The data: Begin

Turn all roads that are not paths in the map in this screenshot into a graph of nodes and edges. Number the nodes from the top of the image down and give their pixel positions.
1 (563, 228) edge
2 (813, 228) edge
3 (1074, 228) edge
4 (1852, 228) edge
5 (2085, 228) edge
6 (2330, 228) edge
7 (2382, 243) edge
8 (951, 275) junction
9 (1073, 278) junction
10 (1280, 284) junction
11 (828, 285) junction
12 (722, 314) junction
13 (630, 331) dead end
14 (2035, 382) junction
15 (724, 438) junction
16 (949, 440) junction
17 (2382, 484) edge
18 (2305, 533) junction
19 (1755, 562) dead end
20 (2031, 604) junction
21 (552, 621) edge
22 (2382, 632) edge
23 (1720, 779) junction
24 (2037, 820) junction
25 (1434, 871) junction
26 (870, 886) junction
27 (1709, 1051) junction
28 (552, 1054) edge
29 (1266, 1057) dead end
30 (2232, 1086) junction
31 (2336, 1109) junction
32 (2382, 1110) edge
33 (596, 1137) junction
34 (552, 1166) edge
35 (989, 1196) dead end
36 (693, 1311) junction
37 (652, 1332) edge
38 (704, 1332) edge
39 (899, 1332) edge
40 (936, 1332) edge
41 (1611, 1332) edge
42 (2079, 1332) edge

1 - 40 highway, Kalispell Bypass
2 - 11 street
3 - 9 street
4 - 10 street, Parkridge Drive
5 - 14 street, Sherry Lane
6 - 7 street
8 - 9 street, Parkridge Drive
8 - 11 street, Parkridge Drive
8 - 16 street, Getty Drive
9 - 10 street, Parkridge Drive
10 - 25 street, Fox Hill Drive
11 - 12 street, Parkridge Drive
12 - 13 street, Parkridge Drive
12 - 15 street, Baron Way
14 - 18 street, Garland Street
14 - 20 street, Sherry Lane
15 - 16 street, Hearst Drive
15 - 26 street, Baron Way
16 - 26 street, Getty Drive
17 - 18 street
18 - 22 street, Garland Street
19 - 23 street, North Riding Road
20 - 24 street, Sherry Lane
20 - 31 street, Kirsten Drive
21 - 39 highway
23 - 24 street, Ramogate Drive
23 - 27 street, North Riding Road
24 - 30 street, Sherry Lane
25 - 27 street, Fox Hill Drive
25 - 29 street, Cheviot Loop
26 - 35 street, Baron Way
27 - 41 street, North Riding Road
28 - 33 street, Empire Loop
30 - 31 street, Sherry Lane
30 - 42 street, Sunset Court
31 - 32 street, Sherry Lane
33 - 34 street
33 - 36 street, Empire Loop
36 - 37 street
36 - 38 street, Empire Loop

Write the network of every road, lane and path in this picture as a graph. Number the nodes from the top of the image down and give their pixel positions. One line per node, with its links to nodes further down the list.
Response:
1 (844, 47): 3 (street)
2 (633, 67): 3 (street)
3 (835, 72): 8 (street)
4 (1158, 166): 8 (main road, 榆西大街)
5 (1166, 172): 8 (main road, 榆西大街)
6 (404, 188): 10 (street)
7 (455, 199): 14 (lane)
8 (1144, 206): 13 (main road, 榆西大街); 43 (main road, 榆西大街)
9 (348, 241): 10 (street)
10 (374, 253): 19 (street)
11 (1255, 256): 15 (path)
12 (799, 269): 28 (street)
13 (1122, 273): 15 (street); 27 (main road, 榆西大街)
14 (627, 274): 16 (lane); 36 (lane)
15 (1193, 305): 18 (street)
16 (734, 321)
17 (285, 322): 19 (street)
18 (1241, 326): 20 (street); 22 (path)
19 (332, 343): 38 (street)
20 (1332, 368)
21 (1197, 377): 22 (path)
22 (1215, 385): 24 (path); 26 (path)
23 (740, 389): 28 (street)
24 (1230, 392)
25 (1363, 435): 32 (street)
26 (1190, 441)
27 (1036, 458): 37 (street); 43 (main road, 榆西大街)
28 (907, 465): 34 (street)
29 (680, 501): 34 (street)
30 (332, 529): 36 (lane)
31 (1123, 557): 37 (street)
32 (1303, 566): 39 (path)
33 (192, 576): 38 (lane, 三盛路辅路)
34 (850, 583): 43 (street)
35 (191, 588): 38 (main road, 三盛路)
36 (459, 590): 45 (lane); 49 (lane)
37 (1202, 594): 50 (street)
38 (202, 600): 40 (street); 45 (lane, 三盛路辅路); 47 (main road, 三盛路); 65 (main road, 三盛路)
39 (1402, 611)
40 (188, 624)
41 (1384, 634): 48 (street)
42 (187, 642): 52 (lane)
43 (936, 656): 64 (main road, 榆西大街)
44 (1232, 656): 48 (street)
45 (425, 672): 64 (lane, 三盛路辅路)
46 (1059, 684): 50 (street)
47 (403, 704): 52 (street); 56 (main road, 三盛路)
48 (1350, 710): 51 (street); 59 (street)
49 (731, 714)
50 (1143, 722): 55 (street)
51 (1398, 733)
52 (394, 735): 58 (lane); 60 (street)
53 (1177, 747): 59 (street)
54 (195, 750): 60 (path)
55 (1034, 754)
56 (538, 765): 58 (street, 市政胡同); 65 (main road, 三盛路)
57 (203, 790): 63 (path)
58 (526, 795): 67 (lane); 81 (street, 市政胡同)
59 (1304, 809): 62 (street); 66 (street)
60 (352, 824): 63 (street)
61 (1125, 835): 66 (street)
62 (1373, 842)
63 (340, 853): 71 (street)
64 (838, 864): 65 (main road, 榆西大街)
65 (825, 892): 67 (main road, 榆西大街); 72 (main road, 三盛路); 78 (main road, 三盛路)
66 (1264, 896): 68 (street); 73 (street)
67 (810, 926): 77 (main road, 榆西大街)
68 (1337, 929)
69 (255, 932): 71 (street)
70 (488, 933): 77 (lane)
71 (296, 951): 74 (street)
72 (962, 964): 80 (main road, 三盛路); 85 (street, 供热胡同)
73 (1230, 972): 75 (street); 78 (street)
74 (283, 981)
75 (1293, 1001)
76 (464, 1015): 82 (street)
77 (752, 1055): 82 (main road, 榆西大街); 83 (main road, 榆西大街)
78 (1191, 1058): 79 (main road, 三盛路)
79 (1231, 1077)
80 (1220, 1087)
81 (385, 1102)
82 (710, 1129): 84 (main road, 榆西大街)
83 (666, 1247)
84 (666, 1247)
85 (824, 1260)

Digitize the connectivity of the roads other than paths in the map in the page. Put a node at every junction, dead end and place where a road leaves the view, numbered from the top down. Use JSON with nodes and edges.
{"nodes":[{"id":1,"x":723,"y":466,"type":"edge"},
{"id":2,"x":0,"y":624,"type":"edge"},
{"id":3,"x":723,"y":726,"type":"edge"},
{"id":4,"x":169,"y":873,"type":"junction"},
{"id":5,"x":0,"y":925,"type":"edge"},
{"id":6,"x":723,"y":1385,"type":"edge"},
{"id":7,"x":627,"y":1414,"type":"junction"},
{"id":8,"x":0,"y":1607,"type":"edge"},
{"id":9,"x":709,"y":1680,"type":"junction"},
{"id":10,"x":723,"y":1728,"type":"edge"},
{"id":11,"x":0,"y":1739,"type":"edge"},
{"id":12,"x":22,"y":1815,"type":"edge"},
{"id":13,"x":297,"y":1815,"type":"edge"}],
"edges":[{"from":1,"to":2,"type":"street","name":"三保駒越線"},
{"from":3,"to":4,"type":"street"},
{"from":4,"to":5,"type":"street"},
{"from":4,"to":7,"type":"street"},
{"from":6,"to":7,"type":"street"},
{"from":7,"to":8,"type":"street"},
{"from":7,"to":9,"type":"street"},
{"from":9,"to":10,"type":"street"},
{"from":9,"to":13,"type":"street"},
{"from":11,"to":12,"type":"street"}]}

The data: End

* _Problem requirements_
Each line in which the string "市政胡同" is found must be copied from the data.

* _The answer_
56 (538, 765): 58 (street, 市政胡同); 65 (main road, 三盛路)
58 (526, 795): 67 (lane); 81 (street, 市政胡同)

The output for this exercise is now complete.